En face, se trouvent la IIIrd Army du général Julian Byng, placée entre Croisilles et La Vacquerie et la Vth Army du général Hubert Gough, entre La Vacquerie et La Fère, qui forment l’aile droite du front anglo-belge.
Déclenchement de l’opération "Michael"
Le 21 mars 1918
À 2 heures, dans un brouillard intense, débute l’opération "Michael" (du nom du saint patron de l’armée du Kaiser) par la préparation d’artillerie. À 4 heures 20, le feu devient extrêmement violent, avec 6 000 pièces d’artillerie et 3 000 pièces de mortiers. Les obus s’abattent, à la cadence de 650 000 à l’heure, sur un front de 70 kilomètres environ, entre Croisilles, près d’Arras, et La Fère, près de Saint-Quentin. Des pièces à longue portée battent, en même temps, les nœuds de routes et les voies ferrées. À 8 heures, l’infanterie allemande se lance à l’assaut.
Assommées par l’artillerie, les vingt-cinq divisions britanniques sont submergées, leurs tranchées dévastées, les lignes de communication détruites. Par endroits, la résistance s’effondre et de nombreux hommes se rendent, 47 bataillons sont perdus. Pour sauver la situation, le repli est ordonné. En quelques heures, les Allemands réussissent une large trouée dans le front britannique.
Sur le front de la IIIe armée britannique, en revanche, au nord du saillant de Flesquières, la XVIIe armée allemande se heurte à une résistance si énergique que ses progrès sont lents : au cours de la matinée, elle réussit à enlever Bullecourt, Écoust-Saint-Mein, Noreuil, Lagnicourt, Louverval, Doignies et Boursies, mais ne réalise au total qu’une avancée de 3 kilomètres sur un front de 13. À 15 h 30, vers le nord, où elle s’efforce d’élargir son front d’attaque en se portant vers Croisilles et Héninel, elle n’obtient que de légers gains de terrain au prix de lourds sacrifices. La réserve britannique contre-attaque avec vigueur sur les deux flancs de la poche ; vers 19 h, des éléments de la 19ième division, appuyés par des chars d’assaut, reprennent les lisières sud de Doignies ; au sud d’Écoust-Saint-Mein, la 40ième division réalise aussi quelques progrès.

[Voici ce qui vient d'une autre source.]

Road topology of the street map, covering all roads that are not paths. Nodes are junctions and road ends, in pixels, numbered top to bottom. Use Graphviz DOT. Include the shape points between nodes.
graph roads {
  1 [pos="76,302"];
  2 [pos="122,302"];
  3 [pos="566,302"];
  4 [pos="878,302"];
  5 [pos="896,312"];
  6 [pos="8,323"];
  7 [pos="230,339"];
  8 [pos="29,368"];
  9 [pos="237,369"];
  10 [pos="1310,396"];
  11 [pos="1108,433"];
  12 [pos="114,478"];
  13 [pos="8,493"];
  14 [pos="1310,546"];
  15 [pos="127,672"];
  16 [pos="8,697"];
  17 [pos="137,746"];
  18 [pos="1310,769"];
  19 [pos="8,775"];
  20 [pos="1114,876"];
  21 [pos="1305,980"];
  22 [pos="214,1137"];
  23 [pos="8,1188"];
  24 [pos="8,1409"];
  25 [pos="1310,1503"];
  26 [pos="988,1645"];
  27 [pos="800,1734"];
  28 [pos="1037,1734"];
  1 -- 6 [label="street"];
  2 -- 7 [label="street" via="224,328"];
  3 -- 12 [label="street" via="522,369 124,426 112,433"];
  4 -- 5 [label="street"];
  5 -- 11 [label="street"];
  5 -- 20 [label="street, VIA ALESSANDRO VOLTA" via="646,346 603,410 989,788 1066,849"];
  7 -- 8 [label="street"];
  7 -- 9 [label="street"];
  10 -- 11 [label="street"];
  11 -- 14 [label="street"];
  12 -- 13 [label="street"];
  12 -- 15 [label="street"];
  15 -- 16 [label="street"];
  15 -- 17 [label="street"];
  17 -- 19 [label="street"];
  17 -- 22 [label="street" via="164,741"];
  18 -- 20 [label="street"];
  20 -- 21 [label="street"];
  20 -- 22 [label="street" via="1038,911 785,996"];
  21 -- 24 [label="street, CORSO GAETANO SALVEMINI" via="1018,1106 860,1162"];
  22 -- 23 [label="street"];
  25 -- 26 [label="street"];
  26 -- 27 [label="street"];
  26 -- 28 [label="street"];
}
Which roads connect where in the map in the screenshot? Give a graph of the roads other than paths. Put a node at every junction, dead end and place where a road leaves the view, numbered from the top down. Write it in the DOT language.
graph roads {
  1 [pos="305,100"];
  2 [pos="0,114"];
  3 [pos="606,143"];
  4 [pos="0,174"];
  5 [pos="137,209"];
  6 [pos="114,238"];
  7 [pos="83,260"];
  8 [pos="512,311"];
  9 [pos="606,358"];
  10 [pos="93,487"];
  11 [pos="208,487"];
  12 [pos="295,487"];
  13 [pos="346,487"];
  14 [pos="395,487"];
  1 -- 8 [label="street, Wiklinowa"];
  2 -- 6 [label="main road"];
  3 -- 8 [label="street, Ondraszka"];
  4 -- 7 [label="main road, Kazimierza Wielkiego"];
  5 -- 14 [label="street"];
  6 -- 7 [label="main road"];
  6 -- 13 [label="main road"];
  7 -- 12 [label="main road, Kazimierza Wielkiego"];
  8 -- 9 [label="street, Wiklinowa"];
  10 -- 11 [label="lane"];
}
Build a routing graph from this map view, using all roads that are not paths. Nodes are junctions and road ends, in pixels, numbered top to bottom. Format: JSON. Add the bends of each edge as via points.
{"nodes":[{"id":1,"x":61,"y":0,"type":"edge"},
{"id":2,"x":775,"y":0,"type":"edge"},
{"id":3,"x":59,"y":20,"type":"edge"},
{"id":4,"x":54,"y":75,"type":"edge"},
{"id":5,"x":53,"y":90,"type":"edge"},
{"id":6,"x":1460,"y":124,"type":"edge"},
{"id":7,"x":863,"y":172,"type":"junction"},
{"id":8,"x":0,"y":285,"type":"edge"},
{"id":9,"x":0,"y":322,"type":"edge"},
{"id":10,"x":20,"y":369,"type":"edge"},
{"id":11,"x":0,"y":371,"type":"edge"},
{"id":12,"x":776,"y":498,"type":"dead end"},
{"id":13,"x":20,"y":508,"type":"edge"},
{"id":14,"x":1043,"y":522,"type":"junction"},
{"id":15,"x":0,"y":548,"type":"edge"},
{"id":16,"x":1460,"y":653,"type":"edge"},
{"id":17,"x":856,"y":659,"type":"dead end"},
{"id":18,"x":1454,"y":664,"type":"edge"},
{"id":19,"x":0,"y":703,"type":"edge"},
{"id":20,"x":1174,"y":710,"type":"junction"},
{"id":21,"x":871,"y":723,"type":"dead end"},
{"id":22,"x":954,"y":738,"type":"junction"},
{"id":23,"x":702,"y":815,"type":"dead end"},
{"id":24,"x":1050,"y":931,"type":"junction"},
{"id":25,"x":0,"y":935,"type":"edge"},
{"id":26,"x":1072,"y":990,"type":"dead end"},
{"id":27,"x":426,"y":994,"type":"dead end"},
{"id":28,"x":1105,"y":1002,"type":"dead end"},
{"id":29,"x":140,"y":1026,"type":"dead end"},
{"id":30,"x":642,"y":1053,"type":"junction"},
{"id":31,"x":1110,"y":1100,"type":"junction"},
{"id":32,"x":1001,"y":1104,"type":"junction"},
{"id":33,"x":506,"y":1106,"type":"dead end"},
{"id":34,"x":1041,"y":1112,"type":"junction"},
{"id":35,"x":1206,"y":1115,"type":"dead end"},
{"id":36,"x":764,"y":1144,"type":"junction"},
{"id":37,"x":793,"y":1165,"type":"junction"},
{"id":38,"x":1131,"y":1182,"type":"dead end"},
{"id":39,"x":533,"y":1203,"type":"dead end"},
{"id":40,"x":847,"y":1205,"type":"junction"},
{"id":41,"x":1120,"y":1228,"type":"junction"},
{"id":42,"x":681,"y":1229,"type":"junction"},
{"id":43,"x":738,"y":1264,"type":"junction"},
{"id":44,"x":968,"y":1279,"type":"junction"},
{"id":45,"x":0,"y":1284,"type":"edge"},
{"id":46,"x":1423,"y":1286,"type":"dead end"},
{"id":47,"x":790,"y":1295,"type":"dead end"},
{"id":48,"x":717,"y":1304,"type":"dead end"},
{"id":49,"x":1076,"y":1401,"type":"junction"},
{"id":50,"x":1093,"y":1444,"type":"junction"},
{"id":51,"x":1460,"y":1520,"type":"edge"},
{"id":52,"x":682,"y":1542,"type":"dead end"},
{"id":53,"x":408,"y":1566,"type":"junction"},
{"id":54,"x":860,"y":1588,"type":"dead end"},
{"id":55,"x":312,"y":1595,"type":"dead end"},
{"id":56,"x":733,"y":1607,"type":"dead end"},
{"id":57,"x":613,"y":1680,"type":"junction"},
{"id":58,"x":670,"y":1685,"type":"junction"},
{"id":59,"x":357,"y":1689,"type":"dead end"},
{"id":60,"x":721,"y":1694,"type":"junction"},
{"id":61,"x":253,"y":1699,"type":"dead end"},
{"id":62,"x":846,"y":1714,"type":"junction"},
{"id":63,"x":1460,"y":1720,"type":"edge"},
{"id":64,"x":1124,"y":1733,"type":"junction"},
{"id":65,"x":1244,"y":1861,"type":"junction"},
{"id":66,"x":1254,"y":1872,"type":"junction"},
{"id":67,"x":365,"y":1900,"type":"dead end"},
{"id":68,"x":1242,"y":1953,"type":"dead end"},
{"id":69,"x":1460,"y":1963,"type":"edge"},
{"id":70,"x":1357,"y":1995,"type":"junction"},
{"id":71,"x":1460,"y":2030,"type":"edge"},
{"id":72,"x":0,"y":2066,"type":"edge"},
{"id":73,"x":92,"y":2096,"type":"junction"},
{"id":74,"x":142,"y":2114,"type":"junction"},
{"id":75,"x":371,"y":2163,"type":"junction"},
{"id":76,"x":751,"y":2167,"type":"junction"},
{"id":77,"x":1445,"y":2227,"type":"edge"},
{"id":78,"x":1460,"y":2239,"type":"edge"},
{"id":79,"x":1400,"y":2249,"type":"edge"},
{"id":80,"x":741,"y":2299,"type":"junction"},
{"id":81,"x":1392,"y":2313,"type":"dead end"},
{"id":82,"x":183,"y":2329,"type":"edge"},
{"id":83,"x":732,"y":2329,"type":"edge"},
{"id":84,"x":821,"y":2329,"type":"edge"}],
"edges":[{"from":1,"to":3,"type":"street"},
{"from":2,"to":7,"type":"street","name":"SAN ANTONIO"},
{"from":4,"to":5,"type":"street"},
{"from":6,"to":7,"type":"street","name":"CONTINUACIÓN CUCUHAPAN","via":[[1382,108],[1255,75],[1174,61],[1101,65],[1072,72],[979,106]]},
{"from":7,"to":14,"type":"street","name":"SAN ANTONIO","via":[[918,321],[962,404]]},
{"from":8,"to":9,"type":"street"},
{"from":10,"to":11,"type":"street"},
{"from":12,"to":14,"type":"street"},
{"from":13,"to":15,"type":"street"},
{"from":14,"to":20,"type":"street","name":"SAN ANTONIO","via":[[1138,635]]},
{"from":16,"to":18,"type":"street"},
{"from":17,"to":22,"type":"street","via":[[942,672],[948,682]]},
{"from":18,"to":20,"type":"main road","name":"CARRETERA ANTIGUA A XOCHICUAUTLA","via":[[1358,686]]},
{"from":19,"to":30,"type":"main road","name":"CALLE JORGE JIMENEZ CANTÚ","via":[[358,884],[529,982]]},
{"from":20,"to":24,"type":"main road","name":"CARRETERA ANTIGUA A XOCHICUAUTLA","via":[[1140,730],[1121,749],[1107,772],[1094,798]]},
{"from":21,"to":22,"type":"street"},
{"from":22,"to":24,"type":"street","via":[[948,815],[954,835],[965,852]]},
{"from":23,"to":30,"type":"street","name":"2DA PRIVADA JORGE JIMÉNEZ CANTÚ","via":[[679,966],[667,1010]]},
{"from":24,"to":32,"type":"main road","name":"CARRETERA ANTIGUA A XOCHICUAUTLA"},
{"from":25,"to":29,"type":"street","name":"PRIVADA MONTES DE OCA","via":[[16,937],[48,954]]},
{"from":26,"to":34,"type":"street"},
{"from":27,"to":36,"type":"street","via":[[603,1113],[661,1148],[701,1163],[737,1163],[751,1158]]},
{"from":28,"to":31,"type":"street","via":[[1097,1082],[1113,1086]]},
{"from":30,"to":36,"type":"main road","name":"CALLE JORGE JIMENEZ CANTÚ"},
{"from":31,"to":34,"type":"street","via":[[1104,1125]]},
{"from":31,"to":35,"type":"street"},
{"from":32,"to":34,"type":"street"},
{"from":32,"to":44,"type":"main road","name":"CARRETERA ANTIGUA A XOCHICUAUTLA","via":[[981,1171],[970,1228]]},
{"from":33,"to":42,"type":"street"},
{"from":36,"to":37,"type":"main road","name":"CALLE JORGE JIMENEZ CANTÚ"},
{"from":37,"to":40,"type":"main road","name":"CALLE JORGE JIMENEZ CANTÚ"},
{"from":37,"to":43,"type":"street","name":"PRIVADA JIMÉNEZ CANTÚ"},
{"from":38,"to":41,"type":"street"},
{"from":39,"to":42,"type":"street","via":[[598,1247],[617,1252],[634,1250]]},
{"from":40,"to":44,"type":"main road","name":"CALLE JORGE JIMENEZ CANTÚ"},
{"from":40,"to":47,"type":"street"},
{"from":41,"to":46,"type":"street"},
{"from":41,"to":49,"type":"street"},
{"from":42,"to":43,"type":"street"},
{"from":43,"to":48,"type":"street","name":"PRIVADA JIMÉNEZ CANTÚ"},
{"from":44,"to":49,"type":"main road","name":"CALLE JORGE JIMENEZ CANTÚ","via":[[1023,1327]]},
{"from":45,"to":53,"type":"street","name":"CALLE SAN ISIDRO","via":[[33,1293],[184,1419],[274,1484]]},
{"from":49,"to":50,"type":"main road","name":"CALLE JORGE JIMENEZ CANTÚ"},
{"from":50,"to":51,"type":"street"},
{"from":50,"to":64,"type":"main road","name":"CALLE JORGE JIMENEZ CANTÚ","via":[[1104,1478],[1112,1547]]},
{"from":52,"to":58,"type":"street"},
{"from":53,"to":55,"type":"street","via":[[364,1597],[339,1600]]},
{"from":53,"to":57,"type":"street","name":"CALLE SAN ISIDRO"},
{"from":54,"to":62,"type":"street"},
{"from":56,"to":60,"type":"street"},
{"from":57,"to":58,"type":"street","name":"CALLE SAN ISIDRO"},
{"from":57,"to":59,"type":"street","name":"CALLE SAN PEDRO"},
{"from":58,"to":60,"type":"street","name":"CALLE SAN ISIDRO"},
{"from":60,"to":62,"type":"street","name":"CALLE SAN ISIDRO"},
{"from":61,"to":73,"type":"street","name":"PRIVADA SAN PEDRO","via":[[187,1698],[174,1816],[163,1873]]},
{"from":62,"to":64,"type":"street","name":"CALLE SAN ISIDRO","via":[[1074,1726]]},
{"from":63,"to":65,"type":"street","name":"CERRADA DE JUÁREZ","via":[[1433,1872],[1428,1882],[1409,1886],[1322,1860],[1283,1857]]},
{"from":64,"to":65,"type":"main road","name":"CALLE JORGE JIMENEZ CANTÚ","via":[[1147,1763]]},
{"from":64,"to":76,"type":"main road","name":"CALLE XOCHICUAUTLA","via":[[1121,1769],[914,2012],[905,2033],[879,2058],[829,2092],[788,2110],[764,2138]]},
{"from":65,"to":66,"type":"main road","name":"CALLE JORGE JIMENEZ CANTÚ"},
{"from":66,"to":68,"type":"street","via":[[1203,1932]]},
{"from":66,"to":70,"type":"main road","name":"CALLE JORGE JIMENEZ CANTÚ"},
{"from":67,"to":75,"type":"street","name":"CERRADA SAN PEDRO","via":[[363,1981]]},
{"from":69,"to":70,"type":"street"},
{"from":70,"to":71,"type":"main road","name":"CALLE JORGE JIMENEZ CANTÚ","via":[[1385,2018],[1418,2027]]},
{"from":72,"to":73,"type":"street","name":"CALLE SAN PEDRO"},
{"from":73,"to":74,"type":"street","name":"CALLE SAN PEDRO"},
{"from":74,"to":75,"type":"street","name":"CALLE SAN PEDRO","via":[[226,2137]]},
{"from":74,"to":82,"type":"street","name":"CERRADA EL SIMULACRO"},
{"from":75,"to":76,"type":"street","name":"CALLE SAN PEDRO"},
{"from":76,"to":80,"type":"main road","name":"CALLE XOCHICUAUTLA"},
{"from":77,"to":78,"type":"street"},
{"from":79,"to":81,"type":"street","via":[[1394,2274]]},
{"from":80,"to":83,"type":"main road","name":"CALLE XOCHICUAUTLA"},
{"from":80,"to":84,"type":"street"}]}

La journée du 21 mars 1918 est incontestablement une importante victoire allemande. Les lignes de défense alliées cèdent sur l’ensemble du front et le danger d’une séparation des armées française et britannique se précise. En Artois, le premier jour de l’offensive de Ludendorff permet aux Allemands de reprendre la majeure partie du terrain cédé au cours du printemps 1917, tels Wancourt, Guémappe, Monchy-le-Preux et Hénin-sur-Cojeul.
À la fin de la journée, les troupes britanniques ont perdu plus de 28 000 hommes, dont 21 000 prisonniers. Les Alliés, en désaccord sur la manière de riposter, sont pris de cours.
Le 22 mars 1918
Au matin, favorisés par un épais brouillard qui paralyse les vues et les armes de la défense, les Allemands poursuivent l’offensive et augmentent leur poussée sur tout le front, en présence de l’Empereur, appelé en toute hâte pour assister à la victoire. Dans la matinée, leur infanterie s’empare de Vaulx-Vraucourt, mais échoue devant Hermies.
L’armée de Byng doit cette fois abandonner Croisilles à Below, qui conquiert également les hauteurs à l’ouest de Saint-Léger et d’Hénin-sur-Cojeul. Cependant, la IIIe armée britannique oppose à l’adversaire une résistance acharnée. Elle arrête l’avancée allemande vers Arras, en tenant solidement entre Héninel et Monchy-le-Preux.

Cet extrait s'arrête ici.